MIRAGE: Towards AI-Generated Image Detection in the Wild
Cheng Xia, Manxi Lin, Jiexiang Tan, Xiaoxiong Du, Yang Qiu, Junjun Zheng, Xiangheng Kong, Yuning Jiang, Bo Zheng

TL;DR
This paper introduces Mirage, a new benchmark for detecting AI-generated images in real-world scenarios, and proposes Mirage-R1, a vision-language model that achieves state-of-the-art performance by combining heuristic reasoning and adaptive inference strategies.
Contribution
The paper presents Mirage, a challenging in-the-wild AIGI detection benchmark, and Mirage-R1, a novel vision-language model with reflective reasoning and adaptive inference for improved detection accuracy.
Findings
Mirage-R1 outperforms existing detectors by 5% on Mirage and 10% on public benchmarks.
The benchmark includes real-world AIGI data verified by experts and synthesized datasets simulating realistic AIGI.

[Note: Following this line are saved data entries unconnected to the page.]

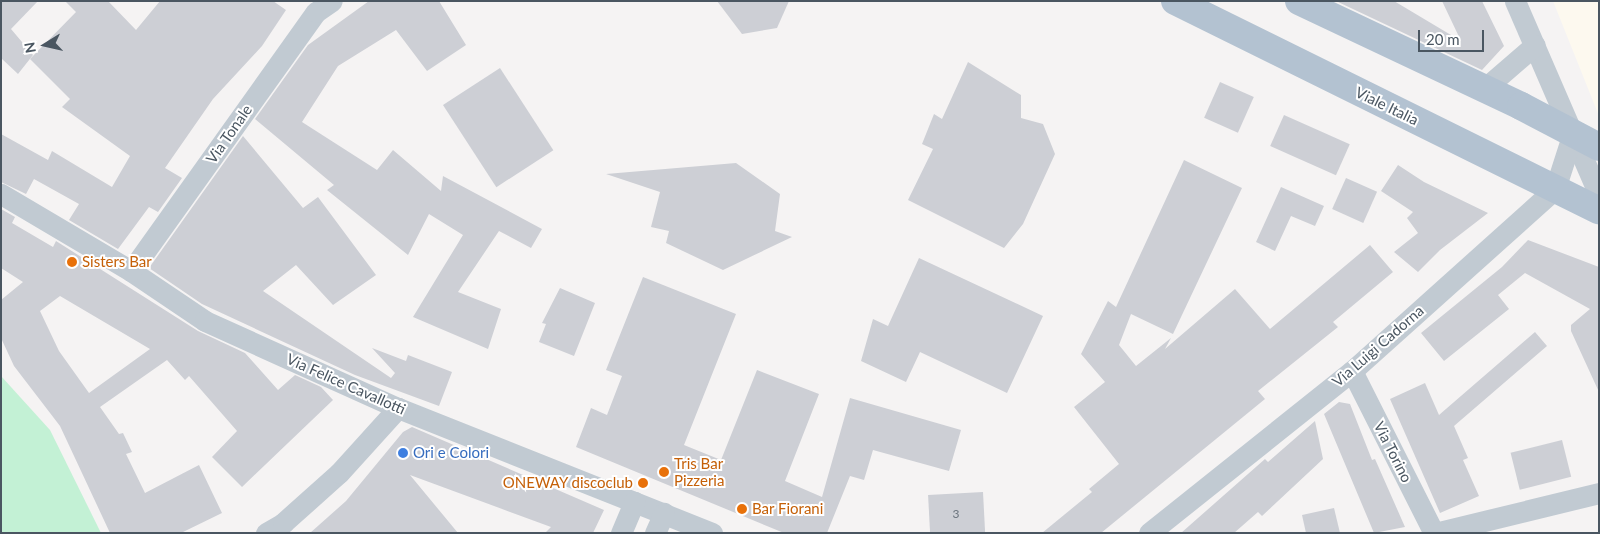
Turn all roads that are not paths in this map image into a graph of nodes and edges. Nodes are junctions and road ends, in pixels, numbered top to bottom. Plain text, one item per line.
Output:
1 (332, 1) edge
2 (1175, 1) edge
3 (1299, 1) edge
4 (1515, 1) edge
5 (1535, 45) junction
6 (1484, 89) junction
7 (1573, 133) junction
8 (1599, 147) edge
9 (1555, 189) junction
10 (1, 194) edge
11 (1599, 195) edge
12 (1599, 211) edge
13 (131, 271) junction
14 (1352, 371) junction
15 (398, 408) junction
16 (1599, 493) edge
17 (634, 502) junction
18 (664, 513) junction
19 (266, 533) edge
20 (621, 533) edge
21 (655, 533) edge
22 (712, 533) edge
23 (1149, 533) edge
24 (1435, 533) edge

1 - 13 street, Via Tonale
2 - 9 main road, Viale Italia
3 - 6 main road
4 - 5 street
5 - 6 street
5 - 7 street
6 - 7 main road
7 - 8 main road
7 - 9 street
7 - 11 street
9 - 12 main road, Viale Italia
9 - 14 street, Via Luigi Cadorna
10 - 13 street, Via Felice Cavallotti
13 - 15 street, Via Felice Cavallotti
14 - 23 street, Via Luigi Cadorna
14 - 24 street, Via Torino
15 - 17 street, Via Felice Cavallotti
15 - 19 street
16 - 24 street
17 - 18 street, Via Felice Cavallotti
17 - 20 street
18 - 21 street
18 - 22 street, Via Felice Cavallotti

Mirage-R1 balances inference speed and accuracy through adaptive thinking strategies.
Abstract
The spreading of AI-generated images (AIGI), driven by advances in generative AI, poses a significant threat to information security and public trust. Existing AIGI detectors, while effective against images in clean laboratory settings, fail to generalize to in-the-wild scenarios. These real-world images are noisy, varying from ``obviously fake" images to realistic ones derived from multiple generative models and further edited for quality control. We address in-the-wild AIGI detection in this paper. We introduce Mirage, a challenging benchmark designed to emulate the complexity of in-the-wild AIGI. Mirage is constructed from two sources: (1) a large corpus of Internet-sourced AIGI verified by human experts, and (2) a synthesized dataset created through the collaboration between multiple expert generators, closely simulating the realistic AIGI in the wild. Building on this benchmark, we…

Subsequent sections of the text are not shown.